Additionally, Damm noted running a photography business is a time-consuming process.
“Taking the photos is actually the easiest and least time-consuming part of the job. For every hour I spend taking photos, I probably spend at least two hours organizing, editing and sharing,” he said.
Damm also doesn’t charge for all of the work that he does as he often volunteers his time.
In June, Ripon High School class of 2020 graduate Jose Munoz-Dominguez lost his younger sister, Kendra, to cancer. To help offset hospital expenses and to help the grieving family, Damm offered “mini-cap-and-gown” sessions for the graduating seniors in the spring while Kendra was still fighting for her life.
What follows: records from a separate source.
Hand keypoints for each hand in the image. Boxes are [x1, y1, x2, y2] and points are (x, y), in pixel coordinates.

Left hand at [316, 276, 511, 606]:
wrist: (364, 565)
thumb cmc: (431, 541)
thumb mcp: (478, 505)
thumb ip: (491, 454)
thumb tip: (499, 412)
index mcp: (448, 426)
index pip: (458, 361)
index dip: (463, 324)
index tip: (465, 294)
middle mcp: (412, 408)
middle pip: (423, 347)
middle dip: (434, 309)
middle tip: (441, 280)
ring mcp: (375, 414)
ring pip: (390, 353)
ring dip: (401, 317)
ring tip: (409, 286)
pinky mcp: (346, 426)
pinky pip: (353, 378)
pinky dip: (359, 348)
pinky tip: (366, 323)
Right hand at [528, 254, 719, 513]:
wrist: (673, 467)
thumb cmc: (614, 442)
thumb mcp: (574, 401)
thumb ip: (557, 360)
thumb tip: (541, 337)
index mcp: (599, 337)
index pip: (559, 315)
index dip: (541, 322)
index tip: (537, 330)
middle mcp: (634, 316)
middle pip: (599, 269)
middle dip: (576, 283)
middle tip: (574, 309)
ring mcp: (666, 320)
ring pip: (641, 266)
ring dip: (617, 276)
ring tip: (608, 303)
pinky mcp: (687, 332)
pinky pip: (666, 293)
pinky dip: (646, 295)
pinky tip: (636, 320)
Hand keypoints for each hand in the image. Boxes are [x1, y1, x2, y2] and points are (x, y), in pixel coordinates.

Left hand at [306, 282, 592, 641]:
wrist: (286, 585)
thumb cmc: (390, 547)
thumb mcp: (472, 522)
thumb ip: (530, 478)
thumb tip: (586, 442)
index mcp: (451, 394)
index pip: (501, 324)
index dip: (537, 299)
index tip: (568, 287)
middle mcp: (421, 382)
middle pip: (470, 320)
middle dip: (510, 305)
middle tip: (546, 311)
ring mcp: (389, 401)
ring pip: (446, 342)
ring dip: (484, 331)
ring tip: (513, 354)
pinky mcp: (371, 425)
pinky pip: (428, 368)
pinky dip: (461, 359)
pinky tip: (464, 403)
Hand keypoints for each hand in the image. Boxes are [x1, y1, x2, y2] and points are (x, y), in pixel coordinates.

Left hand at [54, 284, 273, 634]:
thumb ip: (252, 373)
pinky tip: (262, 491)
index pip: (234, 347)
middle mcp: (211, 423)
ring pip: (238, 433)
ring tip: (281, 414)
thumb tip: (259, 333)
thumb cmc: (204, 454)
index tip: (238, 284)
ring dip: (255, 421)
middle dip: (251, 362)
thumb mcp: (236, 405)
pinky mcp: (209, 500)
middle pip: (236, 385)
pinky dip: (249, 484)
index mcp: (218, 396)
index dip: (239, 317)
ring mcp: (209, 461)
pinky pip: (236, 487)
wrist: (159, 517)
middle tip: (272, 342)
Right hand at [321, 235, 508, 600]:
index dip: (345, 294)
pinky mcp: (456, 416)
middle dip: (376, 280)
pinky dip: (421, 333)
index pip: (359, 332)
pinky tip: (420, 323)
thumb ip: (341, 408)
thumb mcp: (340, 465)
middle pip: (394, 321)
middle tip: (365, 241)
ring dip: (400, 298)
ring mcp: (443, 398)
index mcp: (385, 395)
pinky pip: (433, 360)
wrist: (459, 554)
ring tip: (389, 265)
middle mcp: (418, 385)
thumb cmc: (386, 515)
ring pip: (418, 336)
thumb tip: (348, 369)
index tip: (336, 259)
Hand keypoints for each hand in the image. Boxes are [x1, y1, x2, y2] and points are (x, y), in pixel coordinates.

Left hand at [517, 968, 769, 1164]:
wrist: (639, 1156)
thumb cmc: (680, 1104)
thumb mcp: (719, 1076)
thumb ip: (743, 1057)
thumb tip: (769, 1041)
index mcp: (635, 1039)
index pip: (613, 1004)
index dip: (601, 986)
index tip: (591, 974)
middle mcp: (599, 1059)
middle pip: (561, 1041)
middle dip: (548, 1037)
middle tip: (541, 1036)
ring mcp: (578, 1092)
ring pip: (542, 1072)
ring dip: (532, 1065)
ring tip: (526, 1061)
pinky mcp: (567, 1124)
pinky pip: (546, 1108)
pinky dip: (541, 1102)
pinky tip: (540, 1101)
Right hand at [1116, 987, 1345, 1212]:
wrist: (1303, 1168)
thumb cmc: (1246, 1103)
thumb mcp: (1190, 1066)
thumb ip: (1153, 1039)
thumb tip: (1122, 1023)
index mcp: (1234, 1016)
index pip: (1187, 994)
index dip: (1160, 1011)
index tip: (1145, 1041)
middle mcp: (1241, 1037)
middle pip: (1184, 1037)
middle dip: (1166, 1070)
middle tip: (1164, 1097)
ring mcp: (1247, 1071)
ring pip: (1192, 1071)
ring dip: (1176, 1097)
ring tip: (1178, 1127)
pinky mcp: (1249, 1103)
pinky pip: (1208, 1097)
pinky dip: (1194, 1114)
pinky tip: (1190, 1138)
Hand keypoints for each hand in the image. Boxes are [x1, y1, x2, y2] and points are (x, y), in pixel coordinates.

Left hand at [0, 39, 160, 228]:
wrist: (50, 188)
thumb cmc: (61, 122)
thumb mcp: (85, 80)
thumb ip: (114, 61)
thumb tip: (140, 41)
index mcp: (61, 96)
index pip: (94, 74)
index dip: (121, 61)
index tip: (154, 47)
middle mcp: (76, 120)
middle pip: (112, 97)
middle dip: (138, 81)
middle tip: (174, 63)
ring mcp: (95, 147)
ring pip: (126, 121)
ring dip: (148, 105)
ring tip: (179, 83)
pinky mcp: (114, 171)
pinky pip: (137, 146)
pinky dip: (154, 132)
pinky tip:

He charged $20 per session with the knowledge that all proceeds would be donated to the family. Overall, he raised $570 for them. He noted that numerous people paid more than the requested amount.
Additionally, he has done volunteer jobs for organizations such as the Green Lake Association, Journey Charter School for its annual Father-Daughter Dance, Green Lake Town Square, Saving Sully Dog Rescue and the Thrasher Opera House.
“For me, in a lot of ways, I see it as a way of giving back to the community,” Damm said, adding it is his way of investing in wonderful programs in the community that he believes in.
But the biggest takeaway, Damm noted, is knowing that he is creating memories for others for years to come.
“The most rewarding thing that I find is capturing a moment in time for someone, whether that be a high school senior or family portraits,” he said. “It’s knowing that it will survive another 50, 60 more years for people to look back and remember their life at that time.”